Есть ряд злополучных областей человеческого сознания, в которых все себе кажутся в той или иной степени специалистами. Кажущаяся доступность занятия есть мишень для невежды: он в нее попадает.
И впрямь. Следующим объектом, после ловушек, останавливавшим экскурсионное внимание, была некая просвечивавшая насквозь будочка под названием «марковник» (в честь Марка, построившего ее…). На крыше ее были таинственно расположены круглые коробки; в домике щелкали приборы, выглядевшие чрезвычайно усложненно; множество разноцветных, навсегда перепутанных проводов внушало почтение. И тут я про себя отмечаю, что эталоном сложности на всю мою жизнь была и осталась швейная машина, которую мне запрещали крутить…
Скажем, эти таинственные круглые коробки на крыше оказались всего лишь открытыми небу клетками, в которых по радиальным жердочкам прыгало всего по одной птичке. Жердочки эти системой проводов соединялись с электрическими счетчиками, которые и щелкали каждый раз, как птичка прыгала на очередную жердочку. Хотелось Марку знать, на какие из жердочек птичка прыгает охотнее и чаще и в какое время года: на северные? на южные?.. Он изучал ориентацию перелетных птиц.
И только-то?! А какое замечательное сооружение!
Вот на чем я, всем сердцем находящийся на их стороне, милостиво допущенный в их среду вот на чем я себя ловлю…
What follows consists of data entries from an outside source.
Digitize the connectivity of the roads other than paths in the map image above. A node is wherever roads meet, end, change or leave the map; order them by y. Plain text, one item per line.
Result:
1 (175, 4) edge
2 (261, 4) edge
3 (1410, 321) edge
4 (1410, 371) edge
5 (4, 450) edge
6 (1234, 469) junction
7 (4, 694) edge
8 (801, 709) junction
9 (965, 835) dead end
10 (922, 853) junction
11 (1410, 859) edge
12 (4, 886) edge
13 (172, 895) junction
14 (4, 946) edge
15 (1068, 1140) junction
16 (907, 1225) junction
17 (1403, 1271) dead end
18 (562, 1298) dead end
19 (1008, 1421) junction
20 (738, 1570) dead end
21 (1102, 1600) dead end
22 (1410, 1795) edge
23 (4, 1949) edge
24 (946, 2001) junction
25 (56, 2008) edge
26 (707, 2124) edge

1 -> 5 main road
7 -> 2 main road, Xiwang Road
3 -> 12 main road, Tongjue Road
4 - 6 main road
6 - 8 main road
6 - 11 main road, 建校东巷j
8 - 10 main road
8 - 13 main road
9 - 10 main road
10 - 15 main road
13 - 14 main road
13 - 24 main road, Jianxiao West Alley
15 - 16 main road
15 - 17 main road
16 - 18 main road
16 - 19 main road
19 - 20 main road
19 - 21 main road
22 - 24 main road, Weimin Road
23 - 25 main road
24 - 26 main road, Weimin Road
В прошлый свой приезд я был поселен на чердаке, над так называемой «людской», где велась камеральная обработка. Это был роскошный чердак собственно говоря, второй этаж самого большого на наблюдательном пункте дома. На чердаке были свалены старые сети и кое-какой станционный хлам. Я бродил по чердаку, набредая на странные вещи, скажем, связку стеклянных глаз различных размеров, от совиных до воробьиных, для чучел… Мне было здесь хорошо. Я вышагивал мимо сетей по длинному чердаку в напряженном творческом молчании. Наскучив вдумчивым хождением, мог я выйти на своеобразный мостик, площадку наружной лестницы, и посмотреть сверху на открывавшийся мне вид с капитанским прищуром: я видел дюны, и лес, и небо, и ловушку с рассевшимися на растяжках отдыхающими птицами. Я мог посмотреть вот так как бы в глубокой задумчивости и со вздохом вернуться к своим не подвигавшимся ни на строку рукописям. Оказалось, что я очень много наработал на этом чердаке: полромана. Это я с удивлени-ем обнаружил, вернувшись, и мое чердачное существование окрасилось особым счастьем и успехом. Я рассчитывал на этот чердак и в этот раз, исчерпав все другие способы. Поэтому, когда чердак оказался занят, я ощутил это жестко, как удар по последним творческим возможностям. В чердаке таилась единственная причина моего молчания.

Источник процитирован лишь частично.